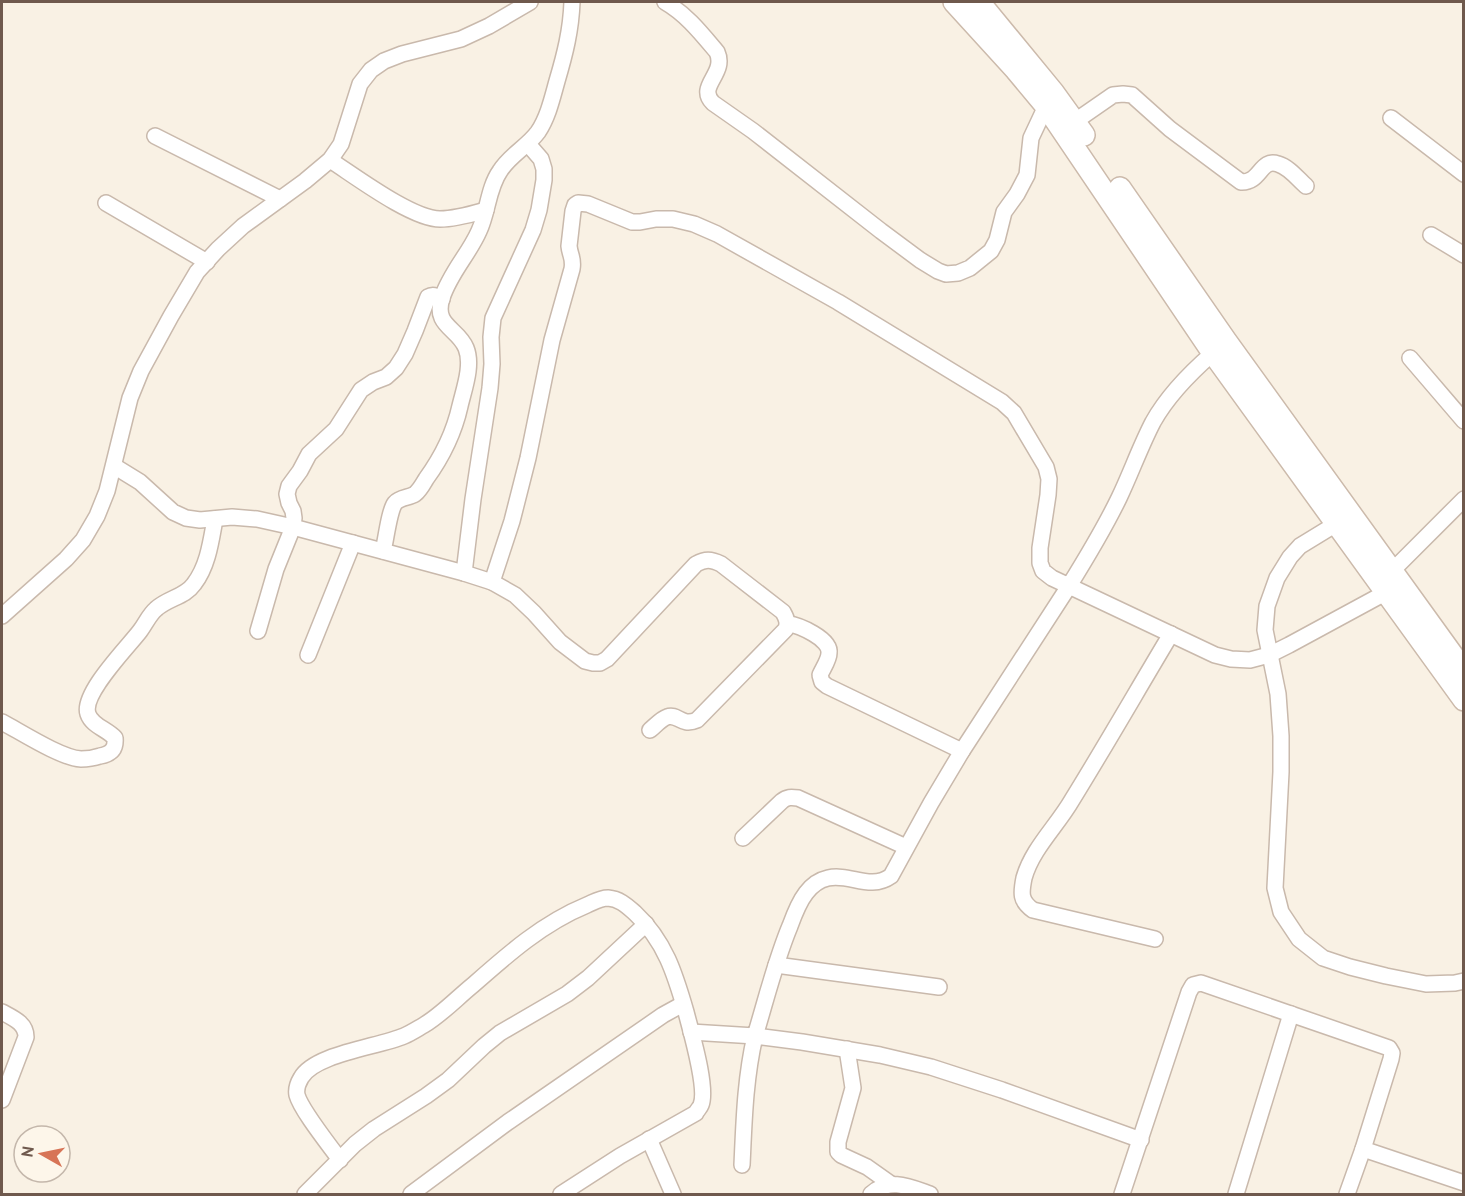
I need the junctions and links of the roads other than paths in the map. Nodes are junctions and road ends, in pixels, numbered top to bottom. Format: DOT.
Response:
graph roads {
  1 [pos="530,2"];
  2 [pos="573,2"];
  3 [pos="665,2"];
  4 [pos="954,2"];
  5 [pos="979,2"];
  6 [pos="1046,106"];
  7 [pos="1391,118"];
  8 [pos="1074,122"];
  9 [pos="155,136"];
  10 [pos="528,144"];
  11 [pos="330,160"];
  12 [pos="1464,174"];
  13 [pos="1306,186"];
  14 [pos="280,199"];
  15 [pos="106,203"];
  16 [pos="486,210"];
  17 [pos="1431,235"];
  18 [pos="1464,255"];
  19 [pos="207,262"];
  20 [pos="442,298"];
  21 [pos="1213,353"];
  22 [pos="1410,358"];
  23 [pos="1463,418"];
  24 [pos="114,466"];
  25 [pos="1464,499"];
  26 [pos="215,519"];
  27 [pos="1336,524"];
  28 [pos="293,527"];
  29 [pos="353,543"];
  30 [pos="383,551"];
  31 [pos="1392,572"];
  32 [pos="464,573"];
  33 [pos="492,582"];
  34 [pos="1069,586"];
  35 [pos="1385,593"];
  36 [pos="2,616"];
  37 [pos="788,624"];
  38 [pos="258,631"];
  39 [pos="1171,634"];
  40 [pos="308,655"];
  41 [pos="1269,655"];
  42 [pos="1464,671"];
  43 [pos="1464,700"];
  44 [pos="2,722"];
  45 [pos="650,730"];
  46 [pos="962,751"];
  47 [pos="743,838"];
  48 [pos="906,848"];
  49 [pos="646,924"];
  50 [pos="1155,939"];
  51 [pos="776,965"];
  52 [pos="1464,981"];
  53 [pos="939,987"];
  54 [pos="683,1004"];
  55 [pos="2,1012"];
  56 [pos="1291,1014"];
  57 [pos="691,1032"];
  58 [pos="755,1036"];
  59 [pos="847,1049"];
  60 [pos="2,1100"];
  61 [pos="649,1139"];
  62 [pos="1141,1140"];
  63 [pos="1363,1149"];
  64 [pos="340,1160"];
  65 [pos="742,1165"];
  66 [pos="1464,1183"];
  67 [pos="891,1184"];
  68 [pos="305,1194"];
  69 [pos="411,1194"];
  70 [pos="561,1194"];
  71 [pos="672,1194"];
  72 [pos="871,1194"];
  73 [pos="930,1194"];
  74 [pos="1122,1194"];
  75 [pos="1236,1194"];
  76 [pos="1347,1194"];
  1 -- 11 [label="street"];
  2 -- 10 [label="street"];
  3 -- 6 [label="street"];
  4 -- 6 [label="street"];
  5 -- 8 [label="street"];
  6 -- 21 [label="street"];
  7 -- 12 [label="street"];
  8 -- 13 [label="street"];
  8 -- 31 [label="street"];
  9 -- 14 [label="street"];
  10 -- 16 [label="street"];
  10 -- 32 [label="street"];
  11 -- 14 [label="street"];
  11 -- 16 [label="street"];
  14 -- 19 [label="street"];
  15 -- 19 [label="street"];
  16 -- 20 [label="street"];
  17 -- 18 [label="street"];
  19 -- 24 [label="street"];
  20 -- 28 [label="street"];
  20 -- 30 [label="street"];
  21 -- 27 [label="street"];
  21 -- 34 [label="street"];
  22 -- 23 [label="street"];
  24 -- 26 [label="street"];
  24 -- 36 [label="street"];
  25 -- 31 [label="street"];
  26 -- 28 [label="street"];
  26 -- 44 [label="street"];
  27 -- 35 [label="street"];
  27 -- 41 [label="street"];
  28 -- 29 [label="street"];
  28 -- 38 [label="street"];
  29 -- 30 [label="street"];
  29 -- 40 [label="street"];
  30 -- 32 [label="street"];
  31 -- 42 [label="street"];
  32 -- 33 [label="street"];
  33 -- 34 [label="street"];
  33 -- 37 [label="street"];
  34 -- 39 [label="street"];
  34 -- 46 [label="street"];
  35 -- 41 [label="street"];
  35 -- 43 [label="street"];
  37 -- 45 [label="street"];
  37 -- 46 [label="street"];
  39 -- 41 [label="street"];
  39 -- 50 [label="street"];
  41 -- 52 [label="street"];
  46 -- 48 [label="street"];
  47 -- 48 [label="street"];
  48 -- 51 [label="street"];
  49 -- 54 [label="street"];
  49 -- 64 [label="street"];
  49 -- 64 [label="street"];
  51 -- 53 [label="street"];
  51 -- 58 [label="street"];
  54 -- 57 [label="street"];
  54 -- 69 [label="street"];
  55 -- 60 [label="street"];
  56 -- 62 [label="street"];
  56 -- 63 [label="street"];
  56 -- 75 [label="street"];
  57 -- 58 [label="street"];
  57 -- 61 [label="street"];
  58 -- 59 [label="street"];
  58 -- 65 [label="street"];
  59 -- 62 [label="street"];
  59 -- 67 [label="street"];
  61 -- 70 [label="street"];
  61 -- 71 [label="street"];
  62 -- 74 [label="street"];
  63 -- 66 [label="street"];
  63 -- 76 [label="street"];
  64 -- 68 [label="street"];
  67 -- 72 [label="street"];
  67 -- 73 [label="street"];
}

◆ ◆ ◆ ◆ ◆ ◆ ◆

• **Your task**: Without including any picture, write out the material above exactly.

• **The completed task**:
I need the junctions and links of the roads other than paths in the map. Nodes are junctions and road ends, in pixels, numbered top to bottom. Format: DOT.
Response:
graph roads {
  1 [pos="530,2"];
  2 [pos="573,2"];
  3 [pos="665,2"];
  4 [pos="954,2"];
  5 [pos="979,2"];
  6 [pos="1046,106"];
  7 [pos="1391,118"];
  8 [pos="1074,122"];
  9 [pos="155,136"];
  10 [pos="528,144"];
  11 [pos="330,160"];
  12 [pos="1464,174"];
  13 [pos="1306,186"];
  14 [pos="280,199"];
  15 [pos="106,203"];
  16 [pos="486,210"];
  17 [pos="1431,235"];
  18 [pos="1464,255"];
  19 [pos="207,262"];
  20 [pos="442,298"];
  21 [pos="1213,353"];
  22 [pos="1410,358"];
  23 [pos="1463,418"];
  24 [pos="114,466"];
  25 [pos="1464,499"];
  26 [pos="215,519"];
  27 [pos="1336,524"];
  28 [pos="293,527"];
  29 [pos="353,543"];
  30 [pos="383,551"];
  31 [pos="1392,572"];
  32 [pos="464,573"];
  33 [pos="492,582"];
  34 [pos="1069,586"];
  35 [pos="1385,593"];
  36 [pos="2,616"];
  37 [pos="788,624"];
  38 [pos="258,631"];
  39 [pos="1171,634"];
  40 [pos="308,655"];
  41 [pos="1269,655"];
  42 [pos="1464,671"];
  43 [pos="1464,700"];
  44 [pos="2,722"];
  45 [pos="650,730"];
  46 [pos="962,751"];
  47 [pos="743,838"];
  48 [pos="906,848"];
  49 [pos="646,924"];
  50 [pos="1155,939"];
  51 [pos="776,965"];
  52 [pos="1464,981"];
  53 [pos="939,987"];
  54 [pos="683,1004"];
  55 [pos="2,1012"];
  56 [pos="1291,1014"];
  57 [pos="691,1032"];
  58 [pos="755,1036"];
  59 [pos="847,1049"];
  60 [pos="2,1100"];
  61 [pos="649,1139"];
  62 [pos="1141,1140"];
  63 [pos="1363,1149"];
  64 [pos="340,1160"];
  65 [pos="742,1165"];
  66 [pos="1464,1183"];
  67 [pos="891,1184"];
  68 [pos="305,1194"];
  69 [pos="411,1194"];
  70 [pos="561,1194"];
  71 [pos="672,1194"];
  72 [pos="871,1194"];
  73 [pos="930,1194"];
  74 [pos="1122,1194"];
  75 [pos="1236,1194"];
  76 [pos="1347,1194"];
  1 -- 11 [label="street"];
  2 -- 10 [label="street"];
  3 -- 6 [label="street"];
  4 -- 6 [label="street"];
  5 -- 8 [label="street"];
  6 -- 21 [label="street"];
  7 -- 12 [label="street"];
  8 -- 13 [label="street"];
  8 -- 31 [label="street"];
  9 -- 14 [label="street"];
  10 -- 16 [label="street"];
  10 -- 32 [label="street"];
  11 -- 14 [label="street"];
  11 -- 16 [label="street"];
  14 -- 19 [label="street"];
  15 -- 19 [label="street"];
  16 -- 20 [label="street"];
  17 -- 18 [label="street"];
  19 -- 24 [label="street"];
  20 -- 28 [label="street"];
  20 -- 30 [label="street"];
  21 -- 27 [label="street"];
  21 -- 34 [label="street"];
  22 -- 23 [label="street"];
  24 -- 26 [label="street"];
  24 -- 36 [label="street"];
  25 -- 31 [label="street"];
  26 -- 28 [label="street"];
  26 -- 44 [label="street"];
  27 -- 35 [label="street"];
  27 -- 41 [label="street"];
  28 -- 29 [label="street"];
  28 -- 38 [label="street"];
  29 -- 30 [label="street"];
  29 -- 40 [label="street"];
  30 -- 32 [label="street"];
  31 -- 42 [label="street"];
  32 -- 33 [label="street"];
  33 -- 34 [label="street"];
  33 -- 37 [label="street"];
  34 -- 39 [label="street"];
  34 -- 46 [label="street"];
  35 -- 41 [label="street"];
  35 -- 43 [label="street"];
  37 -- 45 [label="street"];
  37 -- 46 [label="street"];
  39 -- 41 [label="street"];
  39 -- 50 [label="street"];
  41 -- 52 [label="street"];
  46 -- 48 [label="street"];
  47 -- 48 [label="street"];
  48 -- 51 [label="street"];
  49 -- 54 [label="street"];
  49 -- 64 [label="street"];
  49 -- 64 [label="street"];
  51 -- 53 [label="street"];
  51 -- 58 [label="street"];
  54 -- 57 [label="street"];
  54 -- 69 [label="street"];
  55 -- 60 [label="street"];
  56 -- 62 [label="street"];
  56 -- 63 [label="street"];
  56 -- 75 [label="street"];
  57 -- 58 [label="street"];
  57 -- 61 [label="street"];
  58 -- 59 [label="street"];
  58 -- 65 [label="street"];
  59 -- 62 [label="street"];
  59 -- 67 [label="street"];
  61 -- 70 [label="street"];
  61 -- 71 [label="street"];
  62 -- 74 [label="street"];
  63 -- 66 [label="street"];
  63 -- 76 [label="street"];
  64 -- 68 [label="street"];
  67 -- 72 [label="street"];
  67 -- 73 [label="street"];
}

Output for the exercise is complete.